Seriously, do people not understand that natural resources like shellfish are regulated and instead think that it’s just some sort of free-for-all down on the shore?

How is this message that there are in fact limits not getting through to everyone? Do we need a giant billboard – “KNOW YOUR CRAB AND CLAM LIMITS” – on the top of the Eddyville bypass and other coastal highways?

Or do they just not give a sh*t anymore – if they ever did?

Hopefully this new case can help reverse that and make a real solid, widespread impression that there are in fact sex, size and catch restrictions – for the record, for Dungeness it’s males only, minimum of 5.75 inches across the back between the points, and 12 per day – and that there are not just fish and wildlife troopers but police officers watching for violators.

Also, that you will pay through the nose for breaking the rules.

The Salem Statesman-Journal reports that Langimeo was “charged with three Class A wildlife misdemeanors, which each carry a fine of up to $15,000 and a year in jail.”

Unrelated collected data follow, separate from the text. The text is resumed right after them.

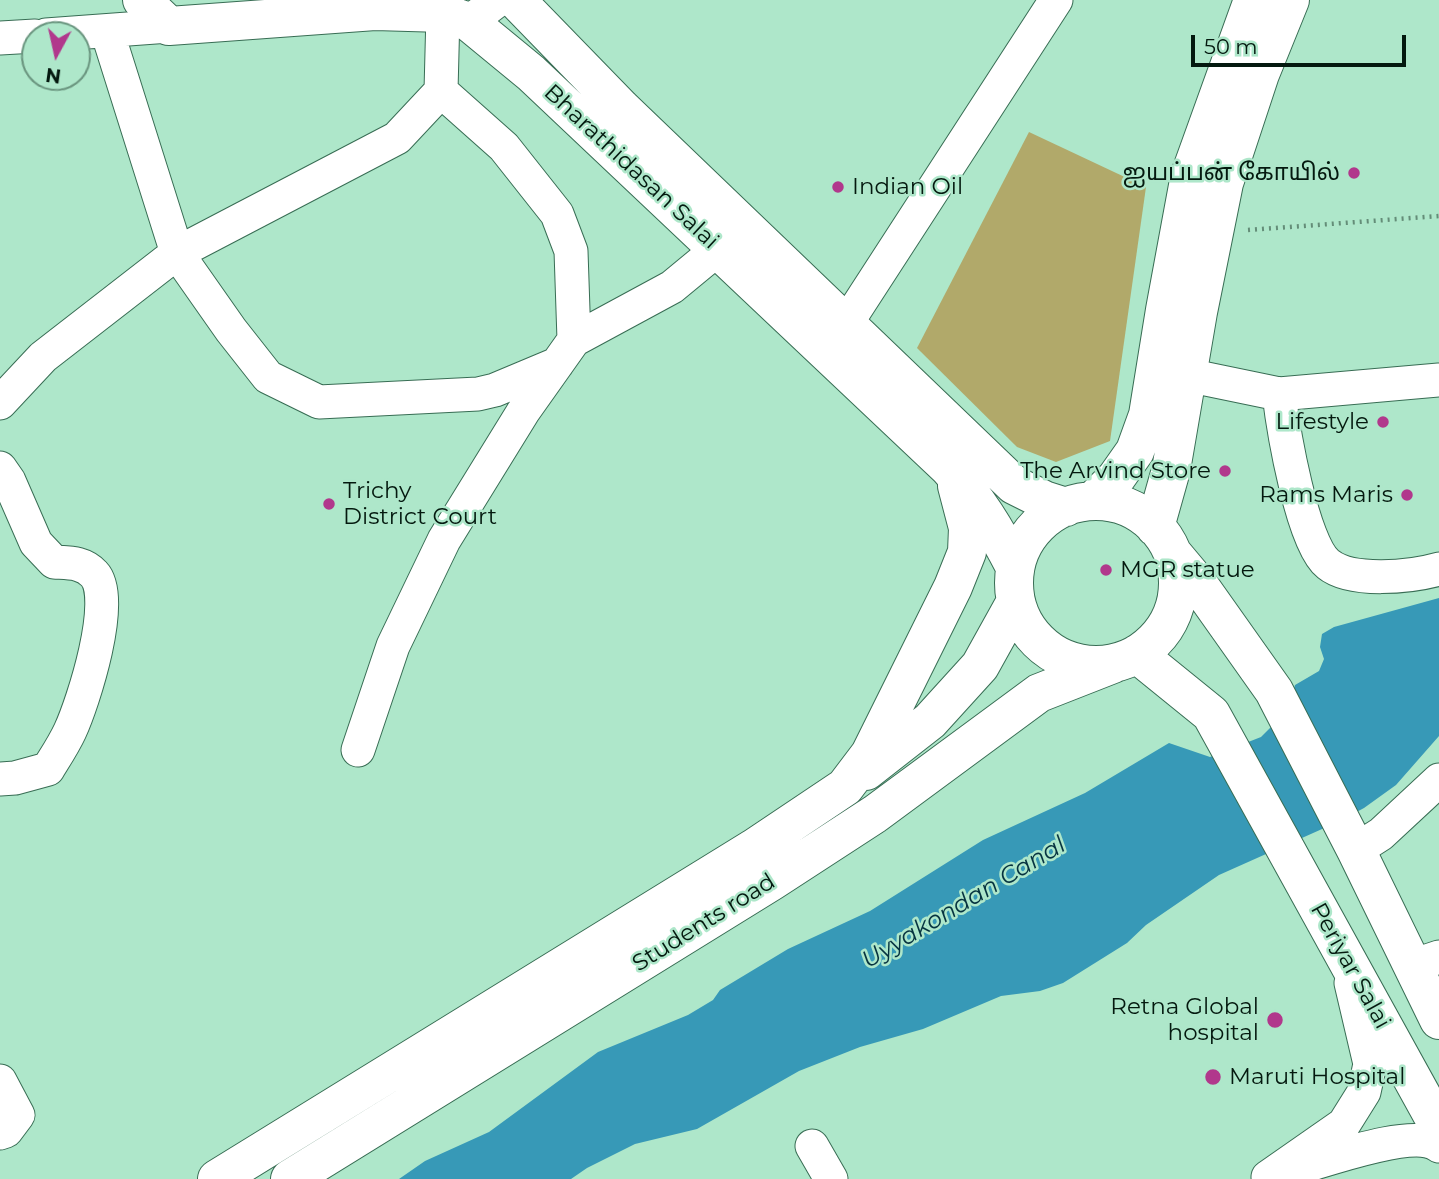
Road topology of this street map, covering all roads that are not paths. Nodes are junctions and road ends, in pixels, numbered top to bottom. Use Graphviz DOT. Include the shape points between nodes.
graph roads {
  1 [pos="516,0"];
  2 [pos="1056,0"];
  3 [pos="1253,0"];
  4 [pos="1290,0"];
  5 [pos="470,12"];
  6 [pos="156,13"];
  7 [pos="107,31"];
  8 [pos="91,32"];
  9 [pos="21,37"];
  10 [pos="0,38"];
  11 [pos="441,91"];
  12 [pos="718,249"];
  13 [pos="177,253"];
  14 [pos="846,324"];
  15 [pos="566,352"];
  16 [pos="1187,375"];
  17 [pos="1439,380"];
  18 [pos="1279,394"];
  19 [pos="0,403"];
  20 [pos="0,468"];
  21 [pos="949,468"];
  22 [pos="1092,495"];
  23 [pos="1164,541"];
  24 [pos="1439,569"];
  25 [pos="1015,585"];
  26 [pos="1125,659"];
  27 [pos="358,750"];
  28 [pos="0,779"];
  29 [pos="1439,780"];
  30 [pos="845,787"];
  31 [pos="1356,850"];
  32 [pos="1346,959"];
  33 [pos="1426,961"];
  34 [pos="1439,1020"];
  35 [pos="0,1081"];
  36 [pos="1439,1127"];
  37 [pos="0,1133"];
  38 [pos="812,1146"];
  39 [pos="1439,1146"];
  40 [pos="1265,1178"];
  41 [pos="217,1179"];
  42 [pos="290,1179"];
  43 [pos="831,1179"];
  1 -- 14 [label="main road, Bharathidasan Salai" via="621,108"];
  2 -- 14 [label="street"];
  3 -- 22 [label="main road" via="1190,175 1148,415 1135,451"];
  4 -- 16 [label="main road" via="1224,183"];
  5 -- 6 [label="main road"];
  5 -- 11 [label="street"];
  5 -- 12 [label="main road, Bharathidasan Salai"];
  6 -- 7 [label="street"];
  7 -- 8 [label="street"];
  7 -- 13 [label="street"];
  9 -- 10 [label="street"];
  11 -- 13 [label="street" via="397,138"];
  11 -- 15 [label="street" via="504,147 557,214 571,251"];
  12 -- 15 [label="street" via="672,287"];
  12 -- 21 [label="main road, Bharathidasan Salai"];
  13 -- 15 [label="street" via="268,377 319,402 478,394 495,390"];
  13 -- 19 [label="street" via="43,357"];
  14 -- 22 [label="main road, Bharathidasan Salai" via="1014,485 1044,500"];
  15 -- 27 [label="street" via="444,540 393,646"];
  16 -- 18 [label="street"];
  16 -- 23 [label="main road"];
  17 -- 18 [label="street"];
  18 -- 24 [label="street" via="1284,437 1301,504 1315,548 1325,562 1337,570 1394,577"];
  20 -- 28 [label="street" via="36,543 54,562 83,565 96,576 103,597 93,666 70,731 48,769"];
  21 -- 25 [label="main road, Bharathidasan Salai" via="995,528"];
  21 -- 30 [label="main road" via="968,528 967,552 870,754"];
  22 -- 23 [label="main road" via="1137,513"];
  22 -- 25 [label="main road" via="1042,521 1024,542"];
  23 -- 26 [label="main road" via="1178,577 1177,600 1156,640"];
  23 -- 31 [label="main road" via="1275,691"];
  25 -- 26 [label="main road" via="1021,620 1038,642 1060,657 1086,665"];
  25 -- 30 [label="main road" via="980,666 930,721"];
  26 -- 32 [label="main road, Periyar Salai" via="1211,714"];
  26 -- 42 [label="main road, Students road" via="1039,693 830,844"];
  29 -- 31 [label="street" via="1381,834"];
  30 -- 41 [label="main road"];
  31 -- 33 [label="main road"];
  32 -- 36 [label="main road, Periyar Salai"];
  32 -- 40 [label="street" via="1370,1064 1364,1092 1344,1124"];
  33 -- 34 [label="main road"];
  35 -- 37 [label="street" via="18,1115"];
  38 -- 43 [label="street"];
  39 -- 40 [label="street" via="1412,1139 1392,1142"];
}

The newspaper also noted that Newport PD Lieutenant Brent Gainer said the judge and county prosecutor ultimately have discretion in how Langimeo is penalized.

I, for one, have faith in Lincoln County District Attorney’s Office. Deputy DA Kenneth Park there knows the importance of Dungeness to the local economy and has made an example of it.

Earlier this year Park prosecuted a Hermiston couple who were sentenced to pay $1,200 each for their scheme to illegally sell sport-caught crabs, as well as lost their crabbing privileges for three years and were ordered to pay $100 each into the Turn In Poachers, or TIP, hotline.

Gerald and Shawna Wilson offered those Dungeness “free of charge, but with a suggested donation of $11 per pound to skirt marine fisheries laws that prohibit people from selling their personal limits of crab and other marine life on the commercial market,” per ODFW.

Park called the sentence a “good resolution.”

It reemphasized for the public to only buy crab through legitimate inspected channels, as well as the value of crabs and crabbing to the coast.

It’s not just the huge haul that comes in off the commercial boats either. I don’t know how many dollars the average tourist drops, but we once again contributed our fair share during the extra time we spent in town so I could go crabbing.

Before I decided to toss my rings off the pier earlier this month, I also very strongly considered renting a bay boat and crab pots from the Embarcadero or Sawyer’s Landing and taking the boys out.

It would have cost me several hundred bucks, but such is the lure of the usually productive late-summer crabbing on Yaquina Bay.

Indeed, this is prime time, and that and the big crowd on the pier I instead joined that Saturday of Labor Day Weekend (fortuitously, friends invited me and the boys to crab in the San Juans the next weekend, so I figured that would be our boat ride) were testaments to the pulling power of delicious Dungeness.

Unfortunately, poachers also know about it and they take advantage of that abundance.

Now it’s time for the Lincoln County court system to make abundantly clear to Langimeo and all other shellfish scofflaws that there are limits to follow and that massive penalties await those who do not.